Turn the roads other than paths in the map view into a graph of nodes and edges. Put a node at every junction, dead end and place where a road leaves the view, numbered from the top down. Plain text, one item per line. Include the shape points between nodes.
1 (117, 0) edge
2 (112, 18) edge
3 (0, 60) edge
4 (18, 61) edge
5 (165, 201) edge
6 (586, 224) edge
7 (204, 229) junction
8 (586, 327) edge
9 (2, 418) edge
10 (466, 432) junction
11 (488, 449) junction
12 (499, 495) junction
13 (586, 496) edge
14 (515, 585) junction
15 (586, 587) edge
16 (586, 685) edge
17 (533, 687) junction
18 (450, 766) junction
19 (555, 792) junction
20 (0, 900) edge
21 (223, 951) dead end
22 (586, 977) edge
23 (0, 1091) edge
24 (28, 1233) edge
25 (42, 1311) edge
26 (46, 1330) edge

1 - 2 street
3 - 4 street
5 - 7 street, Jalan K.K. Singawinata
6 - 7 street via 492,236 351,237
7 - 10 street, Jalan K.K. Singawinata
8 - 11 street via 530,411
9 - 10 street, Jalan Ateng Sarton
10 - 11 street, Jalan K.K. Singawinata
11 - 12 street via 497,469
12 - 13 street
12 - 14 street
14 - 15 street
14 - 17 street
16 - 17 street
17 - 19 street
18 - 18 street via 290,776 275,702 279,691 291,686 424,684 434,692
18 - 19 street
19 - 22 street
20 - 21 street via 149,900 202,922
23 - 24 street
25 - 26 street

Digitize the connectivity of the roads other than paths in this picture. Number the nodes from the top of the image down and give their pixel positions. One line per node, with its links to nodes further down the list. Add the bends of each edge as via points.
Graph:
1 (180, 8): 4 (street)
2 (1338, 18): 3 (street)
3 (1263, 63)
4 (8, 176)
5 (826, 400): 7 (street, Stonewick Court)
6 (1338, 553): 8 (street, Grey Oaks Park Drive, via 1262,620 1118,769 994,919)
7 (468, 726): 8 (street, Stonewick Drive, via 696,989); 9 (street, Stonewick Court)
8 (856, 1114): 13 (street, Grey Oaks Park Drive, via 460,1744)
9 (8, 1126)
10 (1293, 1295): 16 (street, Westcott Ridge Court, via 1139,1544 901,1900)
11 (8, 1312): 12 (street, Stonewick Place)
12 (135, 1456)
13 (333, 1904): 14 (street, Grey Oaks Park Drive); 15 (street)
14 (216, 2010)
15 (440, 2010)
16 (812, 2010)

§ Problem to work on:
Transcribe the full set of records precisely.

§ Exercise response:
Turn the roads other than paths in the map view into a graph of nodes and edges. Put a node at every junction, dead end and place where a road leaves the view, numbered from the top down. Plain text, one item per line. Include the shape points between nodes.
1 (117, 0) edge
2 (112, 18) edge
3 (0, 60) edge
4 (18, 61) edge
5 (165, 201) edge
6 (586, 224) edge
7 (204, 229) junction
8 (586, 327) edge
9 (2, 418) edge
10 (466, 432) junction
11 (488, 449) junction
12 (499, 495) junction
13 (586, 496) edge
14 (515, 585) junction
15 (586, 587) edge
16 (586, 685) edge
17 (533, 687) junction
18 (450, 766) junction
19 (555, 792) junction
20 (0, 900) edge
21 (223, 951) dead end
22 (586, 977) edge
23 (0, 1091) edge
24 (28, 1233) edge
25 (42, 1311) edge
26 (46, 1330) edge

1 - 2 street
3 - 4 street
5 - 7 street, Jalan K.K. Singawinata
6 - 7 street via 492,236 351,237
7 - 10 street, Jalan K.K. Singawinata
8 - 11 street via 530,411
9 - 10 street, Jalan Ateng Sarton
10 - 11 street, Jalan K.K. Singawinata
11 - 12 street via 497,469
12 - 13 street
12 - 14 street
14 - 15 street
14 - 17 street
16 - 17 street
17 - 19 street
18 - 18 street via 290,776 275,702 279,691 291,686 424,684 434,692
18 - 19 street
19 - 22 street
20 - 21 street via 149,900 202,922
23 - 24 street
25 - 26 street

Digitize the connectivity of the roads other than paths in this picture. Number the nodes from the top of the image down and give their pixel positions. One line per node, with its links to nodes further down the list. Add the bends of each edge as via points.
Graph:
1 (180, 8): 4 (street)
2 (1338, 18): 3 (street)
3 (1263, 63)
4 (8, 176)
5 (826, 400): 7 (street, Stonewick Court)
6 (1338, 553): 8 (street, Grey Oaks Park Drive, via 1262,620 1118,769 994,919)
7 (468, 726): 8 (street, Stonewick Drive, via 696,989); 9 (street, Stonewick Court)
8 (856, 1114): 13 (street, Grey Oaks Park Drive, via 460,1744)
9 (8, 1126)
10 (1293, 1295): 16 (street, Westcott Ridge Court, via 1139,1544 901,1900)
11 (8, 1312): 12 (street, Stonewick Place)
12 (135, 1456)
13 (333, 1904): 14 (street, Grey Oaks Park Drive); 15 (street)
14 (216, 2010)
15 (440, 2010)
16 (812, 2010)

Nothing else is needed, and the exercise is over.